YOUR TASK: Search the data for the word "numbered". Reproduce every line where it is found.

'''

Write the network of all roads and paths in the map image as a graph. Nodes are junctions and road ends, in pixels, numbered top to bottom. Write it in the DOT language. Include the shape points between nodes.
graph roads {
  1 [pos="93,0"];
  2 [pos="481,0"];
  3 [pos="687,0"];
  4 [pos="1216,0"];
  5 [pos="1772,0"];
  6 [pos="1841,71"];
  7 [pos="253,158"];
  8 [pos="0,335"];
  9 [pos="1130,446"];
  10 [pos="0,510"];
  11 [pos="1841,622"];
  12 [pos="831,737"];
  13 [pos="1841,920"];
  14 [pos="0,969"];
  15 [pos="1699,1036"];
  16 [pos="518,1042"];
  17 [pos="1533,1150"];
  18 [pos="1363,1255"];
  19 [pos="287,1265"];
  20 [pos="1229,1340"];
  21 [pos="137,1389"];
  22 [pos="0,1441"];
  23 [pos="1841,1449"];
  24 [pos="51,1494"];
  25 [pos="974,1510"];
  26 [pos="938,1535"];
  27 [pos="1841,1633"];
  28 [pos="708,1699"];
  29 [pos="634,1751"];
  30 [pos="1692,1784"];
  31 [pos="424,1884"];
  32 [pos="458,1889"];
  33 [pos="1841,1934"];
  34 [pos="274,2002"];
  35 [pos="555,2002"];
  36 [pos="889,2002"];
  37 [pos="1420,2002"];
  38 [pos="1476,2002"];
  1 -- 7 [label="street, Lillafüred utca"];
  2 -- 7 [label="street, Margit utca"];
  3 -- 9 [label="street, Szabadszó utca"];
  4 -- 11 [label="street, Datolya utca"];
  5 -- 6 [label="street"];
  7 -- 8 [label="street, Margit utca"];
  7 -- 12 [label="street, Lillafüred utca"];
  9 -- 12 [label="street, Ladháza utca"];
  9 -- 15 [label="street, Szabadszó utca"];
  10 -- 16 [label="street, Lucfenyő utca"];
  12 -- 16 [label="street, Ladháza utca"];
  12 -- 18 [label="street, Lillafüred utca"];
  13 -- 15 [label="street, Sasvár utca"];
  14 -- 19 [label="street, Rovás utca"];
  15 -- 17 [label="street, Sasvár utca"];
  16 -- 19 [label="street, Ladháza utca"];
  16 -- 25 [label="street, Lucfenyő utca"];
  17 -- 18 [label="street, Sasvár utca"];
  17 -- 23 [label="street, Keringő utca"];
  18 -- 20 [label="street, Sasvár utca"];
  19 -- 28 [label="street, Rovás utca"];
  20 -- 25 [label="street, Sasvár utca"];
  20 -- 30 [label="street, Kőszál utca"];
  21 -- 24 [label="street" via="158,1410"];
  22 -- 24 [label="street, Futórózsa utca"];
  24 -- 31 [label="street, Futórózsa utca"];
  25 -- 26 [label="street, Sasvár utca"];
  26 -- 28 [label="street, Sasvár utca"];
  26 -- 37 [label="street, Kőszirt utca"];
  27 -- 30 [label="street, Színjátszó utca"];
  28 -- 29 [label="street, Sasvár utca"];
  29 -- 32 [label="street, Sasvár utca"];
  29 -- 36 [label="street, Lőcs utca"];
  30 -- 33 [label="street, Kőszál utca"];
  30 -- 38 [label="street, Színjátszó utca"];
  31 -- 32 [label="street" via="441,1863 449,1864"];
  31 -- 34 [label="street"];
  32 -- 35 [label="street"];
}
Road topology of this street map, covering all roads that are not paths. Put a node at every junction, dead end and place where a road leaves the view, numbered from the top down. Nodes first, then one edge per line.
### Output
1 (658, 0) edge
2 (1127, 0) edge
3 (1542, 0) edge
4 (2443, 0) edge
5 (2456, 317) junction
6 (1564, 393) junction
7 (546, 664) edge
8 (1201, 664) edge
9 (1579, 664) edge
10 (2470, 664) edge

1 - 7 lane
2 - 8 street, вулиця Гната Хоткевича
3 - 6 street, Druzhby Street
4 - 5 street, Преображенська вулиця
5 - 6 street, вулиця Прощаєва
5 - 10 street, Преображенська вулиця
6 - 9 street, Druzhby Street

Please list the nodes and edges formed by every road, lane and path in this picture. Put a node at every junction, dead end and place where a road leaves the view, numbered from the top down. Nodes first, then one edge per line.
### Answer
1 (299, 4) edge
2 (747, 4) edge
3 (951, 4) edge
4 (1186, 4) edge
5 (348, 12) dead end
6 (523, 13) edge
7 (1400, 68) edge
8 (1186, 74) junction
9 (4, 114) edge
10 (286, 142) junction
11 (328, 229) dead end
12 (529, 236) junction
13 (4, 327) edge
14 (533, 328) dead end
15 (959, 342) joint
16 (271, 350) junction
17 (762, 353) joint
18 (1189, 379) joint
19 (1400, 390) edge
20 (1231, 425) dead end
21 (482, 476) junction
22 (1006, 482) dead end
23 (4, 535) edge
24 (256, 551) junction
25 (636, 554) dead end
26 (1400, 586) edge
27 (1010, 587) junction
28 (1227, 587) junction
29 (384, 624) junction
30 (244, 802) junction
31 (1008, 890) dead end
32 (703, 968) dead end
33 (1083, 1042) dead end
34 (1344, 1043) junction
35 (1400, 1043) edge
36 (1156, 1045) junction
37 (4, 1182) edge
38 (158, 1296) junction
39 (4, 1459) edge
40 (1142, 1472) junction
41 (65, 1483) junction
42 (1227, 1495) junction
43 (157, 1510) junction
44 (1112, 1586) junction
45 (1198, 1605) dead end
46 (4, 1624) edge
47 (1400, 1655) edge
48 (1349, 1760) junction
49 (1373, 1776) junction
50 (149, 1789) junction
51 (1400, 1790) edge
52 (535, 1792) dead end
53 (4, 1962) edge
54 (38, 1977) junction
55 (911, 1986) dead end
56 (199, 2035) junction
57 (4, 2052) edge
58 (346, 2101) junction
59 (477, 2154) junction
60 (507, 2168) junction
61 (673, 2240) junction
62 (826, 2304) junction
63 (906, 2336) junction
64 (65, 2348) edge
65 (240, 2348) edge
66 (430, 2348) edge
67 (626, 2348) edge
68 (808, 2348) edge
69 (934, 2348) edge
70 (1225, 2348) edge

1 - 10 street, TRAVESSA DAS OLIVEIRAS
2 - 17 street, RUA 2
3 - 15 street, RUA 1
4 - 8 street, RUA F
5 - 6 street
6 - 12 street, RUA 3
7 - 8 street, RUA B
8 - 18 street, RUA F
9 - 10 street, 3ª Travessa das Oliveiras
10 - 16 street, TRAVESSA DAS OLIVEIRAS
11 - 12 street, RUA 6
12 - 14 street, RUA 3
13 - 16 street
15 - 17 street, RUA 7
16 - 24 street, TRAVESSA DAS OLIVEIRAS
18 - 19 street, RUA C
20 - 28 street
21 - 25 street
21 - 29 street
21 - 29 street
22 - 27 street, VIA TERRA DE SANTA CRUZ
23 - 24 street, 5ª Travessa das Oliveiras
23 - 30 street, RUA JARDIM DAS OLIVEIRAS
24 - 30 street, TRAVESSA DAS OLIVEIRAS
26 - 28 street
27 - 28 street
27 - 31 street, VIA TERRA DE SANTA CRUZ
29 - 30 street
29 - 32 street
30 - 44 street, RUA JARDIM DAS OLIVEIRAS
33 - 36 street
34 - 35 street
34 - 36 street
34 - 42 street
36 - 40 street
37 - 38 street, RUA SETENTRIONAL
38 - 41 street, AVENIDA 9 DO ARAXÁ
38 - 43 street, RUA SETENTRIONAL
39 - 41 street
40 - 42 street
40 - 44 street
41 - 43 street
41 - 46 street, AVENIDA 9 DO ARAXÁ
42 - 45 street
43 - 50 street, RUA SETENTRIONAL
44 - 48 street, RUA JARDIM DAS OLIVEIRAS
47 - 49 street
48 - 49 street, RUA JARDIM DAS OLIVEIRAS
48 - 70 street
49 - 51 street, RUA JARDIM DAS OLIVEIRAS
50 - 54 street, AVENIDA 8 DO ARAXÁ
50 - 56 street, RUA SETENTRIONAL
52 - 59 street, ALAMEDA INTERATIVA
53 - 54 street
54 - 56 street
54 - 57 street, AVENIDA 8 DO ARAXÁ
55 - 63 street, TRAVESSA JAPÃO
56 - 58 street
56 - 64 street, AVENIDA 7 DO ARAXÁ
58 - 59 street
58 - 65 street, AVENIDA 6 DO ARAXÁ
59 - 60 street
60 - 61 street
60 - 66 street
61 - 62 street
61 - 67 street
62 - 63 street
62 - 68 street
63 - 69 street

'''

SOLUTION FOR THIS TASK:
Write the network of all roads and paths in the map image as a graph. Nodes are junctions and road ends, in pixels, numbered top to bottom. Write it in the DOT language. Include the shape points between nodes.
Road topology of this street map, covering all roads that are not paths. Put a node at every junction, dead end and place where a road leaves the view, numbered from the top down. Nodes first, then one edge per line.
Please list the nodes and edges formed by every road, lane and path in this picture. Put a node at every junction, dead end and place where a road leaves the view, numbered from the top down. Nodes first, then one edge per line.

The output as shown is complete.